A usage note is good here, e.g. roman: usage roman
[roman numeral]. It makes the error message a little more
helpful.

> return( EXIT_FAILURE );
> }
> for( i=0 ; argv[1][i] != '\0' ; i++ ) {
> switch( argv[1][i] ) {
> case 'M':
> this=1000;
> break;
> case 'D':
> this=500;
> break;
> case 'C':
> this=100;
> break;
> case 'L':
> this=50;
> break;
> case 'X':
> this=10;
> break;
> case 'V':
> this=5;
> break;
> case 'I':
> this=1;
> break;
> default:
> printf( "Bad character %c\n", argv[1][i] );
> return( EXIT_FAILURE );
> }
> result+=this;
> if( this > last ) {
> result-=2*last;
> }
> last=this;
> }
> printf( "Result is %d\n", result );
> return( EXIT_SUCCESS );
> }
>
> This seems to work (and this time I didn't forget my header
> files ). Questions:
>
> A) Is it 100% legal, ANSI C?


If you mean: "Is it 100% in accordance with the langauge
described in the C standard everybody is talking about?", then
yes.

I have no idea if writing such a program as the above is actually
legal. Consult a lawyer for that.

> B) Is there a more efficient way to implement it?

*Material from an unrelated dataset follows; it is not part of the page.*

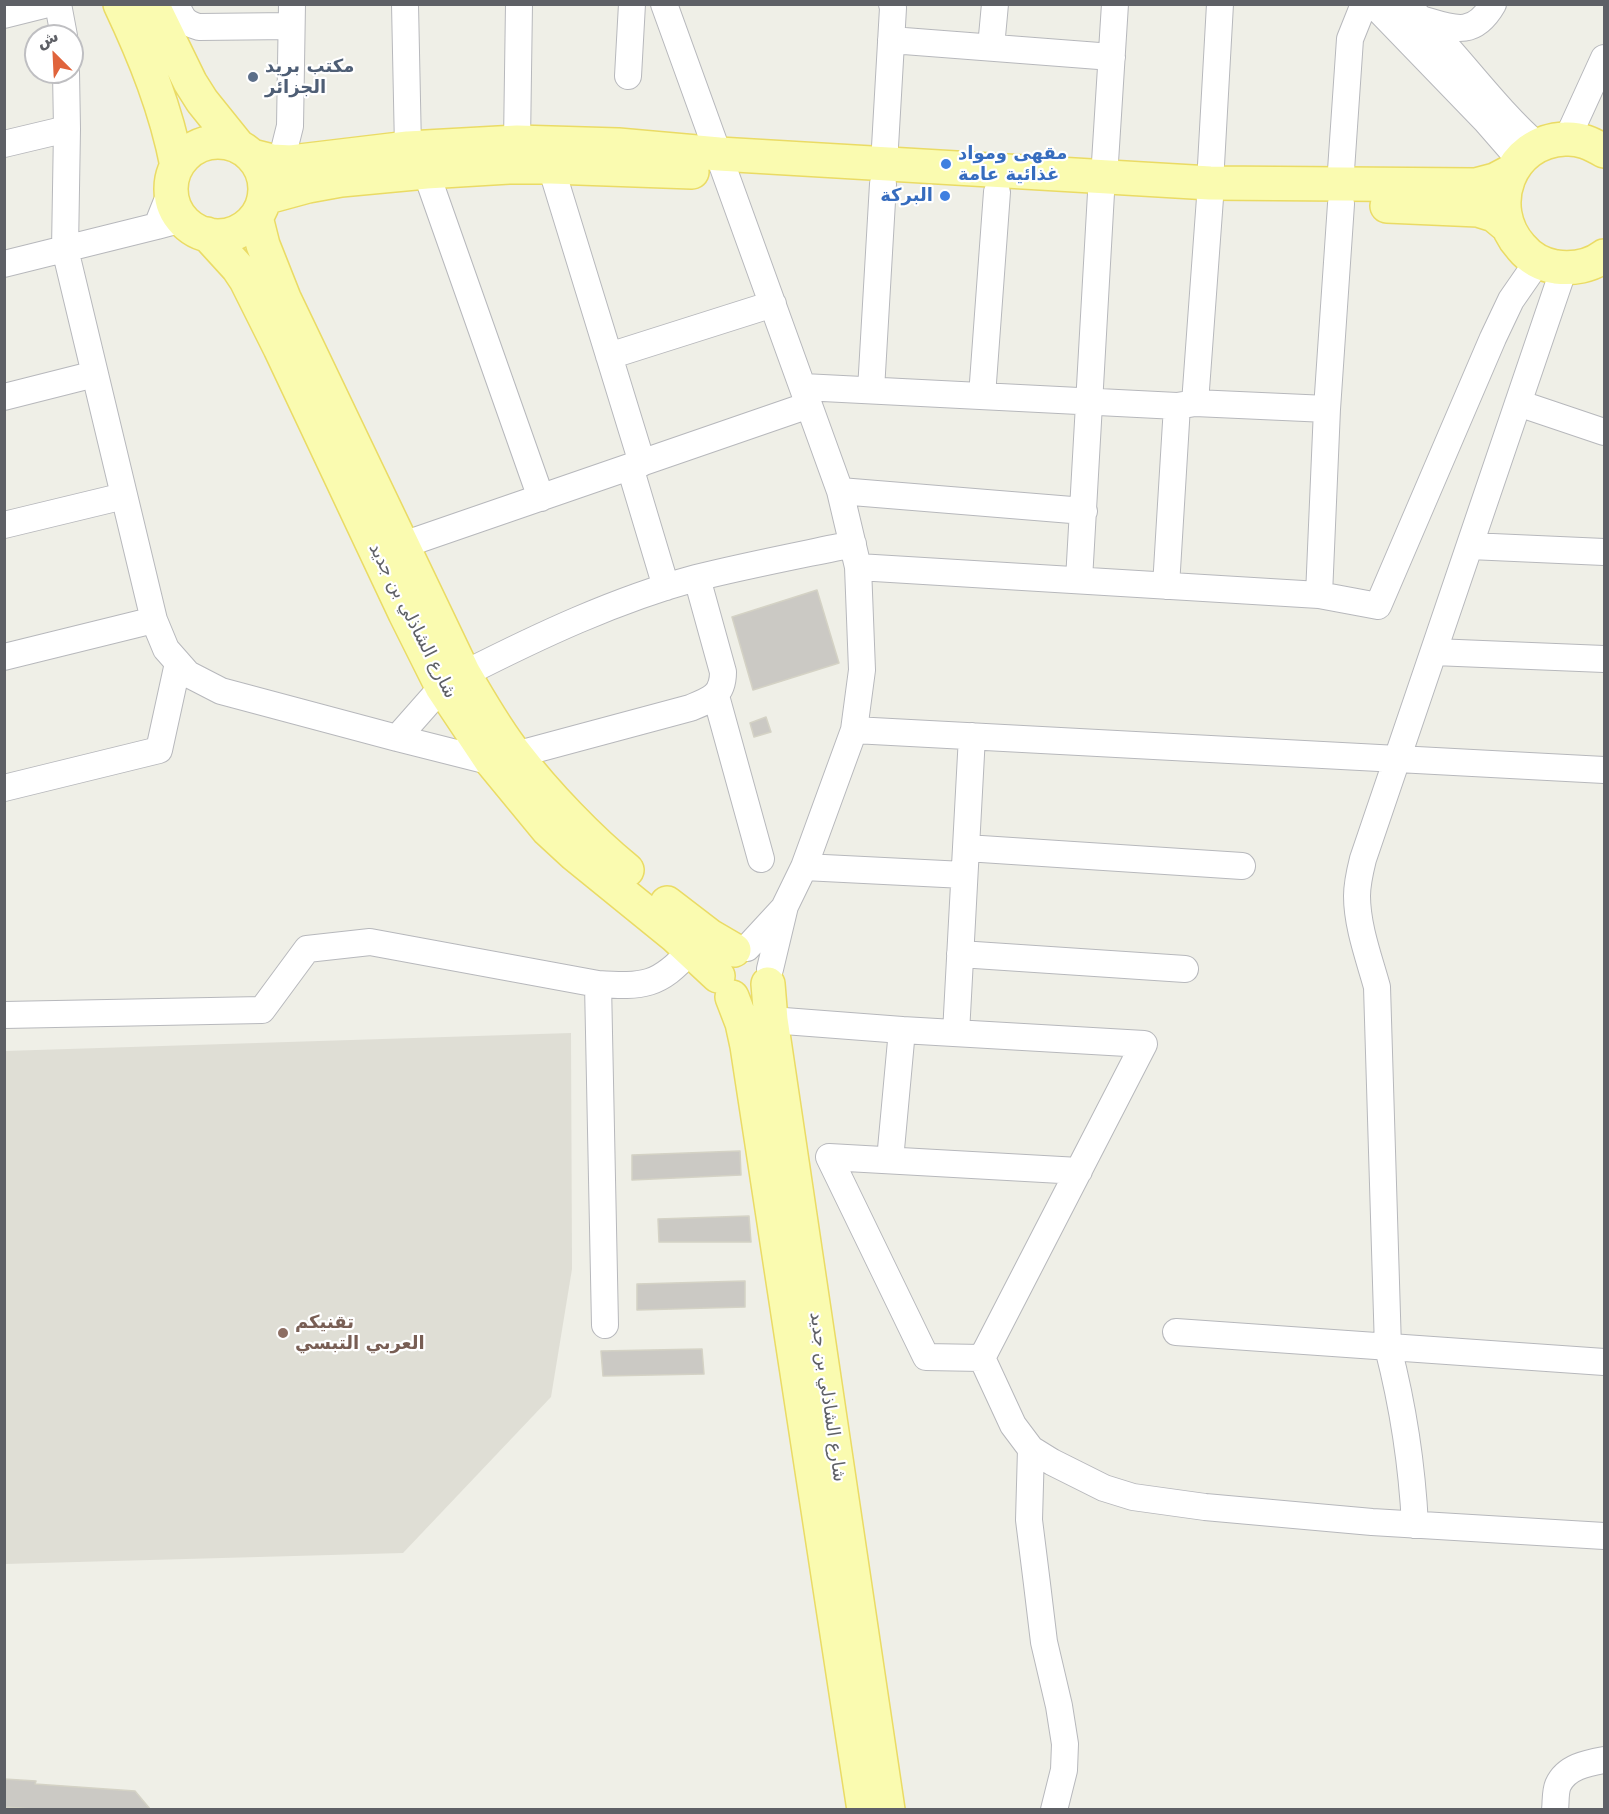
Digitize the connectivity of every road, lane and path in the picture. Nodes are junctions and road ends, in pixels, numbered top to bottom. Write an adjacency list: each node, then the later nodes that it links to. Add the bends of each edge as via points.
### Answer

I think it's efficient enough.

C) Does it work?

It seems to. The best way to test this program is with another
program that converts base 10 to roman numerals, or obtain a huge
table of conversions. You can then write a quick script to
convert a few million numbers there and back again, and thus have
more confidence in your program.

It would be nice if it also accepted lower case roman digits.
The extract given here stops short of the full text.